- **Records supplied**
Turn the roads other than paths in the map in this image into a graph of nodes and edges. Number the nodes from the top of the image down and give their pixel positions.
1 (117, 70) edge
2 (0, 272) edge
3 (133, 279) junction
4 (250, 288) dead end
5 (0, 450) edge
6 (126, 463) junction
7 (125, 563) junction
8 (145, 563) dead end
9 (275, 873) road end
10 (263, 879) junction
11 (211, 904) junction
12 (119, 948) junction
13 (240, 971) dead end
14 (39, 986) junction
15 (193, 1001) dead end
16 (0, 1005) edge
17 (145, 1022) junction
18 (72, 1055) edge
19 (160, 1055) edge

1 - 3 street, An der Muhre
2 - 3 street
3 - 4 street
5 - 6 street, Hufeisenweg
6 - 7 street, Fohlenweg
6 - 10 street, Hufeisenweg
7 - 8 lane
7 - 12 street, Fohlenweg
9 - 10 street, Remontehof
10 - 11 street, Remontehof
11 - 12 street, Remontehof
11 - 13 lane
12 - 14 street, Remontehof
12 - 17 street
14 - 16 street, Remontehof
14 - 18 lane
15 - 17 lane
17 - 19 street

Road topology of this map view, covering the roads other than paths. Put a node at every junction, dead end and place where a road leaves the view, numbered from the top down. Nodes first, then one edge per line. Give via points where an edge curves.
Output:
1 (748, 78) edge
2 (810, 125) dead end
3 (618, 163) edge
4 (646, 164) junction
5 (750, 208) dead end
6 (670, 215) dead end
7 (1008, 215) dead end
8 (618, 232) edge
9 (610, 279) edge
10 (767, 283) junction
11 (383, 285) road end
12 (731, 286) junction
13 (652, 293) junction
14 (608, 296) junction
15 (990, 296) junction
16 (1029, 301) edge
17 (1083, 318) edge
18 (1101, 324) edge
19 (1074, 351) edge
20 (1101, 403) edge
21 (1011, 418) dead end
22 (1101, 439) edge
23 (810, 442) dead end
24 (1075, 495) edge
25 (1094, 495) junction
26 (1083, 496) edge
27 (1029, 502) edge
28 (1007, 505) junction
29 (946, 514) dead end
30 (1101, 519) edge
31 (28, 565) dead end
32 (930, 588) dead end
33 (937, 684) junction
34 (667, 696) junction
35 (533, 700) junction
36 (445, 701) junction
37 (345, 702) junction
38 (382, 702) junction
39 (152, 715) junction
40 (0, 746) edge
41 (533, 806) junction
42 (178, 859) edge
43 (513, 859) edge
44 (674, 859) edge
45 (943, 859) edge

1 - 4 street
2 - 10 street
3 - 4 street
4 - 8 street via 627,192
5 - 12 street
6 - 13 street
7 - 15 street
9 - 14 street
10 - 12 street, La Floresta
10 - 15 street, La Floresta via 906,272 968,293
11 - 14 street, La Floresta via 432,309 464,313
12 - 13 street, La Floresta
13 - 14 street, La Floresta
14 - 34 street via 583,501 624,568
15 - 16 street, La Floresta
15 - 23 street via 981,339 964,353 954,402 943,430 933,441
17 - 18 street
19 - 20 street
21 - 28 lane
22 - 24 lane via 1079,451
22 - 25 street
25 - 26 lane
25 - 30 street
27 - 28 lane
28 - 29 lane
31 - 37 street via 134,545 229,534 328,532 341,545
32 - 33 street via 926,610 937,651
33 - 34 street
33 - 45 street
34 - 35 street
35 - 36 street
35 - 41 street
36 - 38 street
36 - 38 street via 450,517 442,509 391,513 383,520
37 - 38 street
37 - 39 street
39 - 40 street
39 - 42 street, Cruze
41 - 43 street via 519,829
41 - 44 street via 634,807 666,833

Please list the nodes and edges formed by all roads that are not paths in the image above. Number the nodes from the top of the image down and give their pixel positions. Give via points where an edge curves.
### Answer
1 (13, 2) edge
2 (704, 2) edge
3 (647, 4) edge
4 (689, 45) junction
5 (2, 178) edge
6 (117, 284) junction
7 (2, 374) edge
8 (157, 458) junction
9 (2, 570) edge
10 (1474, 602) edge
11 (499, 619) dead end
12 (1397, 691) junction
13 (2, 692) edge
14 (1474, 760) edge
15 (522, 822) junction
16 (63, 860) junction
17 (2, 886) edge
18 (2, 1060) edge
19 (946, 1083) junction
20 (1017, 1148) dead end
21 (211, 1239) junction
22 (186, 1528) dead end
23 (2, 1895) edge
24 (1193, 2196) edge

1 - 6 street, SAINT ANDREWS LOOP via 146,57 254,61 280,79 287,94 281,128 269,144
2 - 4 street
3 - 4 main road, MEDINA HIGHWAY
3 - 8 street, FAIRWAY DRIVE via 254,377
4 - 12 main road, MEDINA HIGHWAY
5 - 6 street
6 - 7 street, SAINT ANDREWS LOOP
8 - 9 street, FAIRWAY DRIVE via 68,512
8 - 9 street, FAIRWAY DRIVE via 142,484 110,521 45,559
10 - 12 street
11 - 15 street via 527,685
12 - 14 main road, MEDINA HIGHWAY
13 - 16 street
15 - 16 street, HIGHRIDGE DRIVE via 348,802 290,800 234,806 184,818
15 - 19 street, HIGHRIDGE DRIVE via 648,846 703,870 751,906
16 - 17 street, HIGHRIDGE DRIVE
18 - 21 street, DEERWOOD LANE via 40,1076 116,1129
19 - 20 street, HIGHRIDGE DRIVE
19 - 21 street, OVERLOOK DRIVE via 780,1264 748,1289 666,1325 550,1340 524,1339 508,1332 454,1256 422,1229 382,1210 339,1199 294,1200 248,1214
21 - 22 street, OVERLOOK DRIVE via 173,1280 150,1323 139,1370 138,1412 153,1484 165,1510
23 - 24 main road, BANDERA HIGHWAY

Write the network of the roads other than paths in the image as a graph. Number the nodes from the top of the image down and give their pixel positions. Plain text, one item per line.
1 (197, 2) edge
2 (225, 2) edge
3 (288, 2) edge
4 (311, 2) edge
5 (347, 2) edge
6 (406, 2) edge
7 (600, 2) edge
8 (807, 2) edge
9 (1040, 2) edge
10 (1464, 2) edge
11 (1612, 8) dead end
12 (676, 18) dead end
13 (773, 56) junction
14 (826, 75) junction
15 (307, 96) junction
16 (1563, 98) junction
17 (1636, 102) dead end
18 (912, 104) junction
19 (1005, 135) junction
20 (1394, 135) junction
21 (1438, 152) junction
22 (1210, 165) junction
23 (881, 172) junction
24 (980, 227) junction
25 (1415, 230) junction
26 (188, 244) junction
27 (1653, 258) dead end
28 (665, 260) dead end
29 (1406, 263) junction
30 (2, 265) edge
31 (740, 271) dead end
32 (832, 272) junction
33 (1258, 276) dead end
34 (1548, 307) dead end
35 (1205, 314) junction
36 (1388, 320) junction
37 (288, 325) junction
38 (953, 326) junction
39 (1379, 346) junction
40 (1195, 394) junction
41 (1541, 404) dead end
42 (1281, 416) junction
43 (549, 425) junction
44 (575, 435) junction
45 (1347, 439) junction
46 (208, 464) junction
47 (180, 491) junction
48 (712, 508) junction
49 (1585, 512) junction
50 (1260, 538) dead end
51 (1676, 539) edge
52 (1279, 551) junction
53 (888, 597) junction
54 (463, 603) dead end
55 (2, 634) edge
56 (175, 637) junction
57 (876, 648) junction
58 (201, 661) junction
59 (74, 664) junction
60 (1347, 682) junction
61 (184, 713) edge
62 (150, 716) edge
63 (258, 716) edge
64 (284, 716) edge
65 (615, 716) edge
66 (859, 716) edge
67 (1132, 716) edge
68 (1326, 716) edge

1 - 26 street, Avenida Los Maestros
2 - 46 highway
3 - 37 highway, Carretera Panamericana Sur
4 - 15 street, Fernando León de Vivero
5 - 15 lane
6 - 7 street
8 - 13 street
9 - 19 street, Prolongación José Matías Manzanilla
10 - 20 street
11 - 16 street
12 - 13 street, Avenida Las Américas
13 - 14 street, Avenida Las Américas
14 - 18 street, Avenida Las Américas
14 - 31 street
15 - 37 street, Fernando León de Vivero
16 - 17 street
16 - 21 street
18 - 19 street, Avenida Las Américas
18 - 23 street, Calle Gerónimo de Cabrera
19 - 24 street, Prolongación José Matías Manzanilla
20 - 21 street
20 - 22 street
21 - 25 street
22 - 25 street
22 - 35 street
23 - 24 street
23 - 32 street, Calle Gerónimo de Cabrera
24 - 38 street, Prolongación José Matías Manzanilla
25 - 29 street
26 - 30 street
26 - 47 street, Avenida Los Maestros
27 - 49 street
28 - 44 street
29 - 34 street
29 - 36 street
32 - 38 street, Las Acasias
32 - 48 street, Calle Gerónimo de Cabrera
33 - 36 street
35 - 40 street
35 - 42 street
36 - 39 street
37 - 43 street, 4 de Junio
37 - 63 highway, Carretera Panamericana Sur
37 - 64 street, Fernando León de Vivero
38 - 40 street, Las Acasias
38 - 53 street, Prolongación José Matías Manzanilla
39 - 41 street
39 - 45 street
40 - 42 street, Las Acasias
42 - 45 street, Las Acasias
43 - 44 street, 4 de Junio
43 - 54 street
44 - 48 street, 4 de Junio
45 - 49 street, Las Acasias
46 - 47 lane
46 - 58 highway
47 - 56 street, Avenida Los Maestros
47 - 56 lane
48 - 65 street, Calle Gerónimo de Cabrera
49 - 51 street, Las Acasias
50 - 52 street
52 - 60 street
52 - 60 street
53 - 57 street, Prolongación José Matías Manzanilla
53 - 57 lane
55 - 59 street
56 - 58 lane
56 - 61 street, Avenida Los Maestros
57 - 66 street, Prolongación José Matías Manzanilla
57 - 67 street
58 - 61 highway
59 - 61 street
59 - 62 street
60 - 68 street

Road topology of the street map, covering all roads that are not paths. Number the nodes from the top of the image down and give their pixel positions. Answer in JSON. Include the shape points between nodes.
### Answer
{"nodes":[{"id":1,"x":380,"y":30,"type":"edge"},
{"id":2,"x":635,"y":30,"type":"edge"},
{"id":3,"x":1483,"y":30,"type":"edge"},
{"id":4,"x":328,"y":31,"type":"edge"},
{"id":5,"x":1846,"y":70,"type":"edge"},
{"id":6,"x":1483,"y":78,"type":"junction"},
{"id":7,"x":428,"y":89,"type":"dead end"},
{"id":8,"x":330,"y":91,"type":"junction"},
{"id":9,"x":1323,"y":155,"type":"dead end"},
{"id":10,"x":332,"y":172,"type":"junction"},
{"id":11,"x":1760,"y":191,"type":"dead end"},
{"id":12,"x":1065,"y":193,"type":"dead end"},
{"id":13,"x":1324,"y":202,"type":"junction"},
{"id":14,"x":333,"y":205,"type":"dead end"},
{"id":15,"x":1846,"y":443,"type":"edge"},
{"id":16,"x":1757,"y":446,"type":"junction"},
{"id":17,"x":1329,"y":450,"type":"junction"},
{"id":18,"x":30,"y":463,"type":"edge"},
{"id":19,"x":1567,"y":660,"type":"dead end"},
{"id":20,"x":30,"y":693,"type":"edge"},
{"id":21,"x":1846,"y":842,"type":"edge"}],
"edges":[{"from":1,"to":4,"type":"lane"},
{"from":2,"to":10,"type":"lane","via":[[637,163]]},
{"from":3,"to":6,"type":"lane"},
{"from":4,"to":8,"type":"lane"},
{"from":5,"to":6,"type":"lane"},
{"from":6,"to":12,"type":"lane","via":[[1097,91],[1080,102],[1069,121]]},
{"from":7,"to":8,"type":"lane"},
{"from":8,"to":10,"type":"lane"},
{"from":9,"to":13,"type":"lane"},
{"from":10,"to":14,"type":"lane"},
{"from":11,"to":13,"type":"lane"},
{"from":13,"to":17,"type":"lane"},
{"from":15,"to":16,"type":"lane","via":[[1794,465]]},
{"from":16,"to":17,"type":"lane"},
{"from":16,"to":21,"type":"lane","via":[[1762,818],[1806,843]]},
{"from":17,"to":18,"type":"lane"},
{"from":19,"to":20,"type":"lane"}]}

- **Exercise objective**
If a line above holds the string "Manzanilla", return it as it stands.

- **Output of the exercise**
9 - 19 street, Prolongación José Matías Manzanilla
19 - 24 street, Prolongación José Matías Manzanilla
24 - 38 street, Prolongación José Matías Manzanilla
38 - 53 street, Prolongación José Matías Manzanilla
53 - 57 street, Prolongación José Matías Manzanilla
57 - 66 street, Prolongación José Matías Manzanilla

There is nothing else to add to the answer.